As streaming has grown from the smallest share of artist revenue to the largest, many worried about what might happen when the world’s largest retailer of digital music moved to streaming too. But this possibly represents an even larger problem: for artists like Titus Andronicus or Beach House, who all have big albums coming out over the next three months that they’ve spent months developing press and marketing campaigns for, the biggest opportunity to make money off those albums could be severely compromised.
The letter adds that Apple Music’s free trial month could set off a run of copycat behavior as rivals roll out services. Earlier this week, Deezer announced a quasi-free trial. “Given the natural response of competing digital services to offer comparable terms, we fear that the free-trial aspect, far from moving the industry away from freemium services -- a model we support -- is only resulting in taking the ‘mium’ out of freemium,” the letter reads.

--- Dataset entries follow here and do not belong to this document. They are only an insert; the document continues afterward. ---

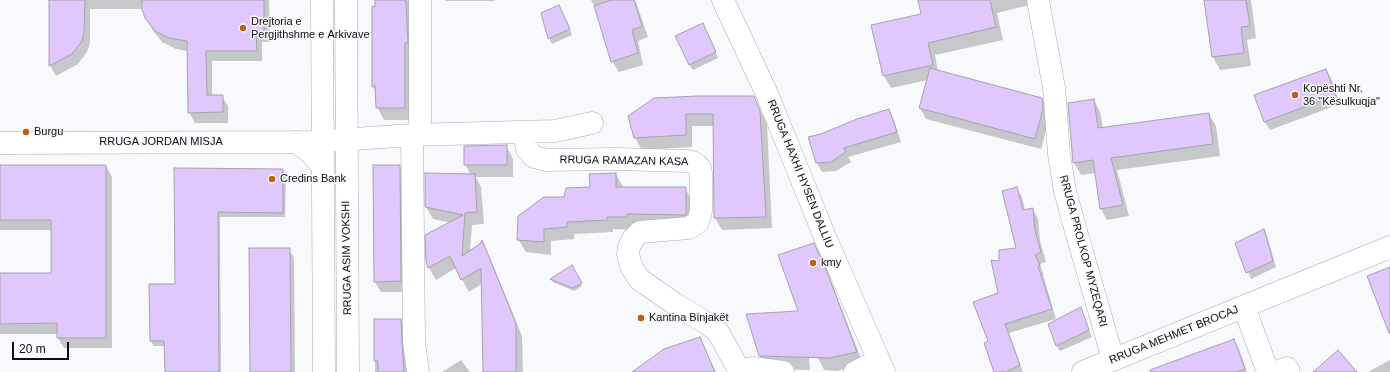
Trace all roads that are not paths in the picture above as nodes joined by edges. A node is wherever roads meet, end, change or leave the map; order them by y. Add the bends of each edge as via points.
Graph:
1 (322, 0) edge
2 (346, 0) edge
3 (420, 0) edge
4 (723, 0) edge
5 (1038, 0) edge
6 (592, 123) dead end
7 (524, 133) junction
8 (416, 134) junction
9 (347, 139) junction
10 (322, 141) junction
11 (296, 142) junction
12 (0, 143) edge
13 (322, 167) junction
14 (1390, 247) edge
15 (1244, 307) junction
16 (1113, 359) junction
17 (882, 366) edge
18 (324, 372) edge
19 (348, 372) edge
20 (418, 372) edge
21 (783, 372) edge
22 (856, 372) edge
23 (1083, 372) edge
24 (1268, 372) edge
25 (1276, 372) edge
26 (1289, 372) edge

1 - 10 street
2 - 9 street, RRUGA ASIM VOKSHI
3 - 8 street
4 - 17 street, RRUGA HAXHI HYSEN DALLIU via 767,94 825,237
5 - 16 street, RRUGA PROLKOP MYZEQARI via 1054,88 1059,154 1065,191
6 - 7 street via 555,131
7 - 8 street
7 - 21 street, RRUGA RAMAZAN KASA via 527,149 534,157 547,160 687,161 700,168 702,211 698,222 689,228 640,232 629,247 631,266 639,279 718,332 740,370 752,368
8 - 9 street
8 - 20 street via 414,342
9 - 10 street, RRUGA JORDAN MISJA
9 - 19 street, RRUGA ASIM VOKSHI
10 - 11 street, RRUGA JORDAN MISJA
10 - 13 street
11 - 12 street, RRUGA JORDAN MISJA
11 - 13 street via 310,152
13 - 18 street
14 - 15 street, RRUGA MEHMET BROCAJ
15 - 16 street, RRUGA MEHMET BROCAJ
15 - 24 street, RRUGA MEHMET BROCAJ
16 - 23 street, RRUGA MEHMET BROCAJ
17 - 22 street
25 - 26 street via 1287,368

Ironically, most of the headlines Apple Music generated in the weeks prior to its unveiling at the Worldwide Developers Conference (WWDC) centered on its lack of a free tier, and the pressure it was reportedly putting on record labels to force Spotify to abandon the free tiers of its service.
The Beggars letter also expresses reservations it has about “Apple Connect,” a kind of social layer within Apple Music that allows artists to upload their work directly to fans. The contract offer Beggars has received would not compensate artists or other rights holders for music offered through Apple Connect.
“It is a mistake to treat these rights as royalty free, especially in light of recent licenses with services like Soundcloud,” the release reads. After years of operating without any agreements in place, Soundcloud has begun signing deals with major and independent labels.
Apple Music is scheduled to be released to Apple users in 100 countries on June 30, and publicly, the company seems unconcerned about whether or not the indie labels are signed on by then. "This is something we've done many times," Apple executive Eddy Cue told Rolling Stone. "Even in the original iTunes Music Store, we never did a deal with the indies — we actually launched with the [major] labels."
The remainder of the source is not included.